An alternative hypothesis concerns the role of decreased cabin pressure resulting in an increase in tumor venous pressure due to transmission of mildly increased intra-abdominal pressure through the inferior vena cava and cranial dural sinuses. At a cabin pressure of 575 mmHg, gas expands to 132% of its baseline volume at sea level . Expansion of intestinal gas may have brought about a mild elevation of intra-abdominal pressure with consequent venous rupture or thrombosis within the intra-cranial tumor. The increased transmural pressure across tumor blood vessels due to the rapid lowering of intra-cranial pressure has been implicated in tumors that bleed after ventricular shunts or drainage . The decreased atmospheric pressure in the airplane cabin may have caused a similar effect that induces a transmural pressure difference within blood vessels and the surrounding environment, resulting in tumor hemorrhage.
Another mechanism may be related to increased levels of inspired CO2 in commercial flights. Cabin air undergoes a degree of recycling as well as exchange with atmospheric air. This process leads to an increasing inspired fraction of CO2 levels in aircraft cabins during flight. US federal aviation law specifies a CO2 level of less than 0.5% in the cabin air . However, this mild degree of hypercapnia may lead to the well-documented phenomenon of cerebral vasodilation [8,10] and consequent tumor vessel rupture.

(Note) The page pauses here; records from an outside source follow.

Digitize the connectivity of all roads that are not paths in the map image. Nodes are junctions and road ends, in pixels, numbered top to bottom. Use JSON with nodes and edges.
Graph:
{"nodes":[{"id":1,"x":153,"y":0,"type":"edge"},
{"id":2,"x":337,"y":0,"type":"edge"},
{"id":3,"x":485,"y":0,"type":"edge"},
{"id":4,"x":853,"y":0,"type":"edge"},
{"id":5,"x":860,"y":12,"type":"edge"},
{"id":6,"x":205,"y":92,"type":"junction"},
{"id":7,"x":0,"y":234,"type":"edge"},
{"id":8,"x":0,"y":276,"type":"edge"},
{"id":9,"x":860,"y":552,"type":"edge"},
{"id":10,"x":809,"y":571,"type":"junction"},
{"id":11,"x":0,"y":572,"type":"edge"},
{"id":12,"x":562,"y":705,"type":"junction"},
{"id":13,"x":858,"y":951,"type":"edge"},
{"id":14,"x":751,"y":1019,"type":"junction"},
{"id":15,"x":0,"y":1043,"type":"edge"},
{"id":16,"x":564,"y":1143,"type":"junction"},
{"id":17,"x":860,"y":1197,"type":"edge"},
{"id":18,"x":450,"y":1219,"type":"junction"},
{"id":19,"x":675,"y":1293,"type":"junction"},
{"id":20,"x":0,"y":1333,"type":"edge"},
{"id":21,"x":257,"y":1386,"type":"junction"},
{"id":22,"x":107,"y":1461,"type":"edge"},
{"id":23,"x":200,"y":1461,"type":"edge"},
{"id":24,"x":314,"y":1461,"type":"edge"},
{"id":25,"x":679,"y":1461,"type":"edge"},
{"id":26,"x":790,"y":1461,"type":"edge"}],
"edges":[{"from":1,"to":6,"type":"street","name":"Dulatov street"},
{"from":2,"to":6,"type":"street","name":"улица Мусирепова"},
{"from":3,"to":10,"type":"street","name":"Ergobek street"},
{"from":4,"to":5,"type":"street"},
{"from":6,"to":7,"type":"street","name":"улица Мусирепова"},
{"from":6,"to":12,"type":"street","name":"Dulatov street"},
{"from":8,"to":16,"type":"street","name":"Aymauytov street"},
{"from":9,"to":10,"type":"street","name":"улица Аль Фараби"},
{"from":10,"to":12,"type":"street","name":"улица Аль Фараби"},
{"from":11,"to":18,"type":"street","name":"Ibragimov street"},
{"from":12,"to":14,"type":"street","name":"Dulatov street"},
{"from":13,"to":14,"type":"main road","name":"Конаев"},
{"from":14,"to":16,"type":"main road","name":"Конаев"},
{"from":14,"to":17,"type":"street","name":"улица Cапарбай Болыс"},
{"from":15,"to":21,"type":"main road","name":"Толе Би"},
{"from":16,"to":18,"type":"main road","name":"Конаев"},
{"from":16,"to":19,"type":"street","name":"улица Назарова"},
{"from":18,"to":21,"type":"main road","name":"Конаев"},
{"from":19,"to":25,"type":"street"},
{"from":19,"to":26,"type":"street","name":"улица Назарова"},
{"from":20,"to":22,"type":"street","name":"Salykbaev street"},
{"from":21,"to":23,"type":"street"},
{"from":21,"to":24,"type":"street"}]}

The sudden onset of neurological deficits in our patient, who had previously been well and with a functioning shunt, suggest bleeding in the pre-existing intra-cranial tumor, which was confirmed intra-operatively. The possible mechanisms of bleeding in the highly vascular and potentially hemorrhage-prone tumor in our patient during flight can be more than a coincidence and might be related to fluctuation of cabin CO2, oxygen levels and interior pressure. Therefore, it seems reasonable to assume that these physiological changes pose an additional risk of hemorrhage into brain tumors in decompensated individuals.
Although obviously rare, this case together with previously described cases suggest that it is reasonable to caution patients with a known intra-cranial mass lesion about the possible risks of commercial flight. Prophylactic medications such as steroid agents, acetazolamide, and supplementary O2 may be considered for these patients during air travel. In spite of all the suggested mechanisms, we believe that in order to offer thorough guidelines for patient care during flight, further studies need to be carried out with respect to the effects of air travel on health.
The authors declare that they have no competing interests.
AM, NB and FN managed our patient and collected and interpreted our patient data regarding the disease and the possible mechanism of hemorrhage during flight. ME helped during management and was a major contributor in writing the manuscript. MM performed the histological examination of the tumor sample. All authors read and approved the final manuscript.
Written informed consent was obtained from the patient's parents for publication of this case report and any accompanying images. A copy of the written consent is available for review by the Editor-in-Chief of this journal.